Assignment =>
From the first record through the last, copy each one exactly.

________

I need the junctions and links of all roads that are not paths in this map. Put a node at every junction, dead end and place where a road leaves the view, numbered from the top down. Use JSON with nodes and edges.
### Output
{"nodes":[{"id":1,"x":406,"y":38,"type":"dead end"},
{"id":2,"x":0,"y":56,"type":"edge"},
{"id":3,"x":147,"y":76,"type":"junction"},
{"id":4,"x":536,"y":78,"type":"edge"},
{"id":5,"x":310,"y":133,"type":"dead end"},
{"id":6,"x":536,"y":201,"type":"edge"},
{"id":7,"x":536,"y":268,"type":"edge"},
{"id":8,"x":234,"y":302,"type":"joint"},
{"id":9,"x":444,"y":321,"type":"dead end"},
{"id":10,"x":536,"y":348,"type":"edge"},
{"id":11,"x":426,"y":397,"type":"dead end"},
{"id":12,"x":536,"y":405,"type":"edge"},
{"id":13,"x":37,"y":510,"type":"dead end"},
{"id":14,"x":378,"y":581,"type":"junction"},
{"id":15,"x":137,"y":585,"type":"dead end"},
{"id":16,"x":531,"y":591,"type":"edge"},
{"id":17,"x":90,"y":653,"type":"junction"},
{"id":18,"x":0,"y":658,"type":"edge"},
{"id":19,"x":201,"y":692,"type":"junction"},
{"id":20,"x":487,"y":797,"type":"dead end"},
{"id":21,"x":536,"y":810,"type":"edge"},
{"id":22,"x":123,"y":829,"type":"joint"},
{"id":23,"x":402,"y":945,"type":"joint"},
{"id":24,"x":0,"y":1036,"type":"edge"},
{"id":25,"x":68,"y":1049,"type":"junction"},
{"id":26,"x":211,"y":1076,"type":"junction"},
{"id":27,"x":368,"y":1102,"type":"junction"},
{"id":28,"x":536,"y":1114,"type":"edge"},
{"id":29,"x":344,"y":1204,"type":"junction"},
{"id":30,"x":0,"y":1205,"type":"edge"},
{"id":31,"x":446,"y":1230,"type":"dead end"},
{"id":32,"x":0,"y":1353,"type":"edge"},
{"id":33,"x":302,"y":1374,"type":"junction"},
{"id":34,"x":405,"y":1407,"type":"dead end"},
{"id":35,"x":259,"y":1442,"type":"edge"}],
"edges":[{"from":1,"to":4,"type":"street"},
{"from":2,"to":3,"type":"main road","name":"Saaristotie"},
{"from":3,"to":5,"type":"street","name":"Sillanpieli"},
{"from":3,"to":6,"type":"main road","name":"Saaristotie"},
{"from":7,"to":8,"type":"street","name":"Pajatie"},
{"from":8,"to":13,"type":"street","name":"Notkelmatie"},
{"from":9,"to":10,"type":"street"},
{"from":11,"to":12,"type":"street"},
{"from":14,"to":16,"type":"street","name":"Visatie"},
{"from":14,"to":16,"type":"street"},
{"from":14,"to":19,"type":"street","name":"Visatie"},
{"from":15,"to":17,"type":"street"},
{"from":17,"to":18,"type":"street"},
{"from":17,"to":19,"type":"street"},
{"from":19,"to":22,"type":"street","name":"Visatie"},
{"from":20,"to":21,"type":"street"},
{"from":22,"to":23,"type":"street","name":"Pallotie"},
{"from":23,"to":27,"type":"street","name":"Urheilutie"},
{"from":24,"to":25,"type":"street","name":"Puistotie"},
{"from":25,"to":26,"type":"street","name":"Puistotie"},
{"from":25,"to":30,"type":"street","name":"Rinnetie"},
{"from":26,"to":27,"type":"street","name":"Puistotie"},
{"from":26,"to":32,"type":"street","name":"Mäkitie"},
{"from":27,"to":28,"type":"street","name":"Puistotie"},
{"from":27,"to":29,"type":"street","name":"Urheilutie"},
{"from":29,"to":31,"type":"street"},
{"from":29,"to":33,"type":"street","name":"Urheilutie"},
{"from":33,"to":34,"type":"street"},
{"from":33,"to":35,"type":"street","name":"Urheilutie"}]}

________

Solution for this task =>
I need the junctions and links of all roads that are not paths in this map. Put a node at every junction, dead end and place where a road leaves the view, numbered from the top down. Use JSON with nodes and edges.
### Output
{"nodes":[{"id":1,"x":406,"y":38,"type":"dead end"},
{"id":2,"x":0,"y":56,"type":"edge"},
{"id":3,"x":147,"y":76,"type":"junction"},
{"id":4,"x":536,"y":78,"type":"edge"},
{"id":5,"x":310,"y":133,"type":"dead end"},
{"id":6,"x":536,"y":201,"type":"edge"},
{"id":7,"x":536,"y":268,"type":"edge"},
{"id":8,"x":234,"y":302,"type":"joint"},
{"id":9,"x":444,"y":321,"type":"dead end"},
{"id":10,"x":536,"y":348,"type":"edge"},
{"id":11,"x":426,"y":397,"type":"dead end"},
{"id":12,"x":536,"y":405,"type":"edge"},
{"id":13,"x":37,"y":510,"type":"dead end"},
{"id":14,"x":378,"y":581,"type":"junction"},
{"id":15,"x":137,"y":585,"type":"dead end"},
{"id":16,"x":531,"y":591,"type":"edge"},
{"id":17,"x":90,"y":653,"type":"junction"},
{"id":18,"x":0,"y":658,"type":"edge"},
{"id":19,"x":201,"y":692,"type":"junction"},
{"id":20,"x":487,"y":797,"type":"dead end"},
{"id":21,"x":536,"y":810,"type":"edge"},
{"id":22,"x":123,"y":829,"type":"joint"},
{"id":23,"x":402,"y":945,"type":"joint"},
{"id":24,"x":0,"y":1036,"type":"edge"},
{"id":25,"x":68,"y":1049,"type":"junction"},
{"id":26,"x":211,"y":1076,"type":"junction"},
{"id":27,"x":368,"y":1102,"type":"junction"},
{"id":28,"x":536,"y":1114,"type":"edge"},
{"id":29,"x":344,"y":1204,"type":"junction"},
{"id":30,"x":0,"y":1205,"type":"edge"},
{"id":31,"x":446,"y":1230,"type":"dead end"},
{"id":32,"x":0,"y":1353,"type":"edge"},
{"id":33,"x":302,"y":1374,"type":"junction"},
{"id":34,"x":405,"y":1407,"type":"dead end"},
{"id":35,"x":259,"y":1442,"type":"edge"}],
"edges":[{"from":1,"to":4,"type":"street"},
{"from":2,"to":3,"type":"main road","name":"Saaristotie"},
{"from":3,"to":5,"type":"street","name":"Sillanpieli"},
{"from":3,"to":6,"type":"main road","name":"Saaristotie"},
{"from":7,"to":8,"type":"street","name":"Pajatie"},
{"from":8,"to":13,"type":"street","name":"Notkelmatie"},
{"from":9,"to":10,"type":"street"},
{"from":11,"to":12,"type":"street"},
{"from":14,"to":16,"type":"street","name":"Visatie"},
{"from":14,"to":16,"type":"street"},
{"from":14,"to":19,"type":"street","name":"Visatie"},
{"from":15,"to":17,"type":"street"},
{"from":17,"to":18,"type":"street"},
{"from":17,"to":19,"type":"street"},
{"from":19,"to":22,"type":"street","name":"Visatie"},
{"from":20,"to":21,"type":"street"},
{"from":22,"to":23,"type":"street","name":"Pallotie"},
{"from":23,"to":27,"type":"street","name":"Urheilutie"},
{"from":24,"to":25,"type":"street","name":"Puistotie"},
{"from":25,"to":26,"type":"street","name":"Puistotie"},
{"from":25,"to":30,"type":"street","name":"Rinnetie"},
{"from":26,"to":27,"type":"street","name":"Puistotie"},
{"from":26,"to":32,"type":"street","name":"Mäkitie"},
{"from":27,"to":28,"type":"street","name":"Puistotie"},
{"from":27,"to":29,"type":"street","name":"Urheilutie"},
{"from":29,"to":31,"type":"street"},
{"from":29,"to":33,"type":"street","name":"Urheilutie"},
{"from":33,"to":34,"type":"street"},
{"from":33,"to":35,"type":"street","name":"Urheilutie"}]}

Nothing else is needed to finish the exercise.